Even though you have the natural ability to be present in the moment, most of us connect only fleetingly with the now before turning right back to our distracting thoughts This lack of focus can lead to bad moods, stress, anxiety and conflict that makes you ineffective.
Living in the moment – also called mindfulness – is a mind-body approach to life that helps you relate differently to experiences. It involves paying attention to your thoughts and feelings in a way that ups your ability to cope with difficult situations and everyday struggles.
Although it used to be the domain of Buddhist monks and alternative hippies, mindfulness has made its way into modern medicine and modern life – and the world is taking notice.
According to the University of Massachusetts Medical School Centre for Mindfulness, learning to live in the moment can…

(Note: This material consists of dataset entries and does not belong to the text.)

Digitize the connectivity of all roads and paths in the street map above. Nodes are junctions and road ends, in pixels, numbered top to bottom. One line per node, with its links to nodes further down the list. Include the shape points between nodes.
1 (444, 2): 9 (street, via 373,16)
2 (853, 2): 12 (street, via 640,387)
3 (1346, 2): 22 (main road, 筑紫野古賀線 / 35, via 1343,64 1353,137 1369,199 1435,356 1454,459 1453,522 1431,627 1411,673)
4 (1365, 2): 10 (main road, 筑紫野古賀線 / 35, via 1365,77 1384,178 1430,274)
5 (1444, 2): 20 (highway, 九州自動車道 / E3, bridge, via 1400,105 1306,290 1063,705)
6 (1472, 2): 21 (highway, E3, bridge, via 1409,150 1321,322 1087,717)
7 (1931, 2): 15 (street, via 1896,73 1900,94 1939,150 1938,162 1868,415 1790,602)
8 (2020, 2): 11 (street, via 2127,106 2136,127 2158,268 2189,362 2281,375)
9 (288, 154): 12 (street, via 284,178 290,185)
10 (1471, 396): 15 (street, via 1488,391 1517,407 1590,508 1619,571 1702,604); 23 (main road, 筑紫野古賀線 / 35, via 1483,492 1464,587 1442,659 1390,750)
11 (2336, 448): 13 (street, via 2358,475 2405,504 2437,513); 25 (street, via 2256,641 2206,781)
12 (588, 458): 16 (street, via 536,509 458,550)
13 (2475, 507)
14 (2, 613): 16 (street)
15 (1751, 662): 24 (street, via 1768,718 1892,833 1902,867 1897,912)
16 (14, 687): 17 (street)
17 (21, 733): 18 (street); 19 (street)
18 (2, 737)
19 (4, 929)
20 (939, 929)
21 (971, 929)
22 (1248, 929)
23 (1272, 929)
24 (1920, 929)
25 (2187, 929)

- Improve the quality of life for cancer patients
- Improve the experience of various conditions and illnesses such as gastrointestinal disorders, fibromyalgia and more
- Alleviate asthma
- Alleviate hot flushes
- Boost your immunity
In a study recently published in Climacteric: The Journal of the International Menopause Society, researchers discovered that being mindful may be especially helpful for menopausal women struggling with irritability, anxiety and depression.
So where do you start?
It’s about taking a pause, making the space to notice the fullness of the present moment and – through learning various practices – becoming more skilled at managing your life.
‘Essentially, the first step in being mindful is to become aware that your mind is on autopilot most of the time,’ says Dr Richa Schood, a woman’s health specialist at the Mayo Clinic and author of the study. ‘The goal during mindful moments is not to empty your mind, but to become an observer of the mind's activity while being kind to oneself. ‘
The second step is to create a pause, says Dr Schood. ‘Take a deep breath, and observe your own space, thoughts and emotions non-judgmentally. The resulting calm helps lower stress.’
But while mindfulness might seem simple, it’s not necessarily all that easy. The real work is to make time, every day to just keep doing it. Here’s a short practice to get your started.
- Take a seat. Find a place to sit that feels calm and quiet.
- Set a time limit. If you’re just beginning set aside just five to ten minutes
- Pay attention to your body and your breath. Follow the sensation of your breath as your chest rises and falls. (Practising mindfulness means using the sensation of your breath as an anchor to the present moment).
- Notice when your mind starts wandering. You’ll start thinking about your to-do list or the argument you had with your partner. When you notice this, simply return your attention to your breath.
- The more you do this, the more likely you are able to do it again and again.
- When you practice mindfulness, you send your brain the message that you are better at completing everyday tasks when you are aware, non-reactive and non-judgemental.
Let it RAIN
Need a bit more help? American mindfulness teacher Michele McDonald coined the acronym RAIN to help you practice further.
R: Recognise the feeling that you are experiencing and give it a name if you can. This means acknowledging both negative and positive feelings or thoughts. Identifying the feeling can take its power away. For example, ‘I am feeling very stressed and overwhelmed right now.’
A: Acknowledge that your experience is what it is, even if it's unpleasant. Be with it without attempting to change it. Aim for self-compassion instead of self-criticism. Don't be hard on yourself. Accept that it’s just an emotion that will pass.
I: Investigate the feeling with kindness. This crucial part involves showing yourself and others compassion as you question it. For example, you’re overwhelmed at work and you’ve snapped at your colleague. You might normally think: ‘I’m a bad person for yelling at him, but I can’t help it because he’s so annoying.’ Instead, try to approach both yourself and your colleague with kindness: ‘I snapped at him, and I’m feeling ashamed because I respect him. He said things that made me angry, but I know he also respects me. We can work together to solve this issue.’
N: Non-identification and not over-personalising the experience. This means not generalising about yourself based on one bad experience, such as ‘I’m bad-tempered’ or ‘I’m a total loser.’ Your feelings are part of your experience, but they are not you. Allow yourself to acknowledge that you may have negative experiences or feelings without them defining who you are.
More formal mindful practices may include:
BODY SCAN: This is usually done lying down and entails a mental scan of your body parts, paying close attention to the sensations in your body as well as the related emotions and thoughts.
MINDFUL MOVEMENT: While engaged in slow, conscious walking, you pay attention to your body and your related emotions.
THREE-STEP BREATHING SPACE: This is a particular sequence of becoming aware of your breath and the thoughts, emotions and sensations of the present moment.